--- Brief ---
What is needed is an exact copy of all the records, written out in full.

--- Source data ---
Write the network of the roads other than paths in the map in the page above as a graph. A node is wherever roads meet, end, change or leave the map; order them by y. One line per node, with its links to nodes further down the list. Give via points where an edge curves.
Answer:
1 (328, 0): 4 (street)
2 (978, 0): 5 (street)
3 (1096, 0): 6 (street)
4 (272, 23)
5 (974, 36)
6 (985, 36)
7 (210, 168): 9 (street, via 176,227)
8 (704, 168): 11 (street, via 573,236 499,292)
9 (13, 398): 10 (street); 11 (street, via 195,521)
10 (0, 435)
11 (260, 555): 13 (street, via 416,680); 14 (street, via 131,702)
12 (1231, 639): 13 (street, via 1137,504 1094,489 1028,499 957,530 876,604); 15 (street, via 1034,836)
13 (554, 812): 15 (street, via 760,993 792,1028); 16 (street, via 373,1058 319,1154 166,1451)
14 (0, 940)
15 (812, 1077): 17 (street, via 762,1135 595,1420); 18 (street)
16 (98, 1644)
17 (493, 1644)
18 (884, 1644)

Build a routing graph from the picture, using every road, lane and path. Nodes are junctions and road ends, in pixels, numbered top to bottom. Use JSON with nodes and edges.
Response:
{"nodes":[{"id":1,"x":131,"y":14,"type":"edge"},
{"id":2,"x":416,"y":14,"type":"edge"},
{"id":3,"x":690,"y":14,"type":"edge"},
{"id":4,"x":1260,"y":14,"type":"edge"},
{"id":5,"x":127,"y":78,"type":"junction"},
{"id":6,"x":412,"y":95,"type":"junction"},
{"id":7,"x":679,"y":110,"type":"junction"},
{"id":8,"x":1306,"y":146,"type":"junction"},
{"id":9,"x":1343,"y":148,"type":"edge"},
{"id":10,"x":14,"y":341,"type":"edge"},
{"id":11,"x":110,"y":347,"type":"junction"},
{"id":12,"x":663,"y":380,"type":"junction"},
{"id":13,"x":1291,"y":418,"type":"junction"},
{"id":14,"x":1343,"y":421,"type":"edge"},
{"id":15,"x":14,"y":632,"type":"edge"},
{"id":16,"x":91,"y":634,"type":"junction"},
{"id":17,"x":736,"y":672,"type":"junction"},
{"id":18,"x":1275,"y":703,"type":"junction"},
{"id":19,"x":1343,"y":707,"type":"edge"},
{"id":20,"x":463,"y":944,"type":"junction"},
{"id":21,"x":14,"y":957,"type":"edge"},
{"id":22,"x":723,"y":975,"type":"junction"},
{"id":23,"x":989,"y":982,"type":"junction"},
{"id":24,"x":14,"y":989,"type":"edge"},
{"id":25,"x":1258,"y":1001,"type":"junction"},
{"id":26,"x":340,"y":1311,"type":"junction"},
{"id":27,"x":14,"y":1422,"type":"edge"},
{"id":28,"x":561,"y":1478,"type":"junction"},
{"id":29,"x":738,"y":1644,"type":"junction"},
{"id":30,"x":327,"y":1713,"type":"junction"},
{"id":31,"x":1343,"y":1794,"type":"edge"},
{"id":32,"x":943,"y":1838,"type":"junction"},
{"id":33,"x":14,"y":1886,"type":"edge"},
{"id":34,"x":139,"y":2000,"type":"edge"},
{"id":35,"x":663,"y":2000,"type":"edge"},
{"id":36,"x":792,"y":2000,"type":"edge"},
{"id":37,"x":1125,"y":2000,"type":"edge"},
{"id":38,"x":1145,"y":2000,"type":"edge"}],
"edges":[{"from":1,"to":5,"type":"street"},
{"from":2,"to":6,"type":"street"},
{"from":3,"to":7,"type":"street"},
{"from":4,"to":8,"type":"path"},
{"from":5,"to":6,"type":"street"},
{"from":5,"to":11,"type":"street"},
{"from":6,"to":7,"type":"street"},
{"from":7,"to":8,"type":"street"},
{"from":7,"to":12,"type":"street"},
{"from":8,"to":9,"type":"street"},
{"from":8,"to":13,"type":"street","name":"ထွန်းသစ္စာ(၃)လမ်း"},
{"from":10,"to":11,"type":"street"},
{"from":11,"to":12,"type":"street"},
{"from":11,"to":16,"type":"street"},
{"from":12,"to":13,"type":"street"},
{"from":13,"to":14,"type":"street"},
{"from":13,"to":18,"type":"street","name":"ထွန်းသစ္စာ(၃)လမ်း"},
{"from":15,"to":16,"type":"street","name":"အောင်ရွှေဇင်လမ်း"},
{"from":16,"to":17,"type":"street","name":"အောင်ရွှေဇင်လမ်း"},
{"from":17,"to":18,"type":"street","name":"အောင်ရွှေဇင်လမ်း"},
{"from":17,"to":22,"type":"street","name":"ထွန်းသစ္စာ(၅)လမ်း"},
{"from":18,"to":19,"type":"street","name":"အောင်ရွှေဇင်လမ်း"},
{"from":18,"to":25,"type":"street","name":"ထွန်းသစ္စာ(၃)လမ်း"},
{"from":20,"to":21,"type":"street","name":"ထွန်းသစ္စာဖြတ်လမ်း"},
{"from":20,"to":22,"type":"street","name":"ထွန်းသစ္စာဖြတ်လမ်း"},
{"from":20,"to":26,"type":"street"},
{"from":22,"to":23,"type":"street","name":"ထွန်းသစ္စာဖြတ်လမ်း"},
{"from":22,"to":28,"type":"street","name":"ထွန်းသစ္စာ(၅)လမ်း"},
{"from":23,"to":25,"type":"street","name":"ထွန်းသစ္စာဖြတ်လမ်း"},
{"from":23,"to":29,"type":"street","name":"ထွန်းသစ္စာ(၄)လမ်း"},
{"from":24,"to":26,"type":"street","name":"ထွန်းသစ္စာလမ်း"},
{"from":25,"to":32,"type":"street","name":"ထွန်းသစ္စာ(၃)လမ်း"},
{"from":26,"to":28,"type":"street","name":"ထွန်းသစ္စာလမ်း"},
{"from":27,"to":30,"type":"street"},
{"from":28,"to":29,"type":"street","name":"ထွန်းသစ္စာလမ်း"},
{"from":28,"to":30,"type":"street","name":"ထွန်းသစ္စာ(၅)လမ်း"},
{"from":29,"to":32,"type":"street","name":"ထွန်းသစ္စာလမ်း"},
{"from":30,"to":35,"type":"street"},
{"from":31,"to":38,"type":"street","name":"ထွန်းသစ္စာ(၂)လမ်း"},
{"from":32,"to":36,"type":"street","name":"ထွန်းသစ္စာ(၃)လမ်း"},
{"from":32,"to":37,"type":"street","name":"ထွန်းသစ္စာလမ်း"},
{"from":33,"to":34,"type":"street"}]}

--- Output of the exercise ---
Write the network of the roads other than paths in the map in the page above as a graph. A node is wherever roads meet, end, change or leave the map; order them by y. One line per node, with its links to nodes further down the list. Give via points where an edge curves.
Answer:
1 (328, 0): 4 (street)
2 (978, 0): 5 (street)
3 (1096, 0): 6 (street)
4 (272, 23)
5 (974, 36)
6 (985, 36)
7 (210, 168): 9 (street, via 176,227)
8 (704, 168): 11 (street, via 573,236 499,292)
9 (13, 398): 10 (street); 11 (street, via 195,521)
10 (0, 435)
11 (260, 555): 13 (street, via 416,680); 14 (street, via 131,702)
12 (1231, 639): 13 (street, via 1137,504 1094,489 1028,499 957,530 876,604); 15 (street, via 1034,836)
13 (554, 812): 15 (street, via 760,993 792,1028); 16 (street, via 373,1058 319,1154 166,1451)
14 (0, 940)
15 (812, 1077): 17 (street, via 762,1135 595,1420); 18 (street)
16 (98, 1644)
17 (493, 1644)
18 (884, 1644)

Build a routing graph from the picture, using every road, lane and path. Nodes are junctions and road ends, in pixels, numbered top to bottom. Use JSON with nodes and edges.
Response:
{"nodes":[{"id":1,"x":131,"y":14,"type":"edge"},
{"id":2,"x":416,"y":14,"type":"edge"},
{"id":3,"x":690,"y":14,"type":"edge"},
{"id":4,"x":1260,"y":14,"type":"edge"},
{"id":5,"x":127,"y":78,"type":"junction"},
{"id":6,"x":412,"y":95,"type":"junction"},
{"id":7,"x":679,"y":110,"type":"junction"},
{"id":8,"x":1306,"y":146,"type":"junction"},
{"id":9,"x":1343,"y":148,"type":"edge"},
{"id":10,"x":14,"y":341,"type":"edge"},
{"id":11,"x":110,"y":347,"type":"junction"},
{"id":12,"x":663,"y":380,"type":"junction"},
{"id":13,"x":1291,"y":418,"type":"junction"},
{"id":14,"x":1343,"y":421,"type":"edge"},
{"id":15,"x":14,"y":632,"type":"edge"},
{"id":16,"x":91,"y":634,"type":"junction"},
{"id":17,"x":736,"y":672,"type":"junction"},
{"id":18,"x":1275,"y":703,"type":"junction"},
{"id":19,"x":1343,"y":707,"type":"edge"},
{"id":20,"x":463,"y":944,"type":"junction"},
{"id":21,"x":14,"y":957,"type":"edge"},
{"id":22,"x":723,"y":975,"type":"junction"},
{"id":23,"x":989,"y":982,"type":"junction"},
{"id":24,"x":14,"y":989,"type":"edge"},
{"id":25,"x":1258,"y":1001,"type":"junction"},
{"id":26,"x":340,"y":1311,"type":"junction"},
{"id":27,"x":14,"y":1422,"type":"edge"},
{"id":28,"x":561,"y":1478,"type":"junction"},
{"id":29,"x":738,"y":1644,"type":"junction"},
{"id":30,"x":327,"y":1713,"type":"junction"},
{"id":31,"x":1343,"y":1794,"type":"edge"},
{"id":32,"x":943,"y":1838,"type":"junction"},
{"id":33,"x":14,"y":1886,"type":"edge"},
{"id":34,"x":139,"y":2000,"type":"edge"},
{"id":35,"x":663,"y":2000,"type":"edge"},
{"id":36,"x":792,"y":2000,"type":"edge"},
{"id":37,"x":1125,"y":2000,"type":"edge"},
{"id":38,"x":1145,"y":2000,"type":"edge"}],
"edges":[{"from":1,"to":5,"type":"street"},
{"from":2,"to":6,"type":"street"},
{"from":3,"to":7,"type":"street"},
{"from":4,"to":8,"type":"path"},
{"from":5,"to":6,"type":"street"},
{"from":5,"to":11,"type":"street"},
{"from":6,"to":7,"type":"street"},
{"from":7,"to":8,"type":"street"},
{"from":7,"to":12,"type":"street"},
{"from":8,"to":9,"type":"street"},
{"from":8,"to":13,"type":"street","name":"ထွန်းသစ္စာ(၃)လမ်း"},
{"from":10,"to":11,"type":"street"},
{"from":11,"to":12,"type":"street"},
{"from":11,"to":16,"type":"street"},
{"from":12,"to":13,"type":"street"},
{"from":13,"to":14,"type":"street"},
{"from":13,"to":18,"type":"street","name":"ထွန်းသစ္စာ(၃)လမ်း"},
{"from":15,"to":16,"type":"street","name":"အောင်ရွှေဇင်လမ်း"},
{"from":16,"to":17,"type":"street","name":"အောင်ရွှေဇင်လမ်း"},
{"from":17,"to":18,"type":"street","name":"အောင်ရွှေဇင်လမ်း"},
{"from":17,"to":22,"type":"street","name":"ထွန်းသစ္စာ(၅)လမ်း"},
{"from":18,"to":19,"type":"street","name":"အောင်ရွှေဇင်လမ်း"},
{"from":18,"to":25,"type":"street","name":"ထွန်းသစ္စာ(၃)လမ်း"},
{"from":20,"to":21,"type":"street","name":"ထွန်းသစ္စာဖြတ်လမ်း"},
{"from":20,"to":22,"type":"street","name":"ထွန်းသစ္စာဖြတ်လမ်း"},
{"from":20,"to":26,"type":"street"},
{"from":22,"to":23,"type":"street","name":"ထွန်းသစ္စာဖြတ်လမ်း"},
{"from":22,"to":28,"type":"street","name":"ထွန်းသစ္စာ(၅)လမ်း"},
{"from":23,"to":25,"type":"street","name":"ထွန်းသစ္စာဖြတ်လမ်း"},
{"from":23,"to":29,"type":"street","name":"ထွန်းသစ္စာ(၄)လမ်း"},
{"from":24,"to":26,"type":"street","name":"ထွန်းသစ္စာလမ်း"},
{"from":25,"to":32,"type":"street","name":"ထွန်းသစ္စာ(၃)လမ်း"},
{"from":26,"to":28,"type":"street","name":"ထွန်းသစ္စာလမ်း"},
{"from":27,"to":30,"type":"street"},
{"from":28,"to":29,"type":"street","name":"ထွန်းသစ္စာလမ်း"},
{"from":28,"to":30,"type":"street","name":"ထွန်းသစ္စာ(၅)လမ်း"},
{"from":29,"to":32,"type":"street","name":"ထွန်းသစ္စာလမ်း"},
{"from":30,"to":35,"type":"street"},
{"from":31,"to":38,"type":"street","name":"ထွန်းသစ္စာ(၂)လမ်း"},
{"from":32,"to":36,"type":"street","name":"ထွန်းသစ္စာ(၃)လမ်း"},
{"from":32,"to":37,"type":"street","name":"ထွန်းသစ္စာလမ်း"},
{"from":33,"to":34,"type":"street"}]}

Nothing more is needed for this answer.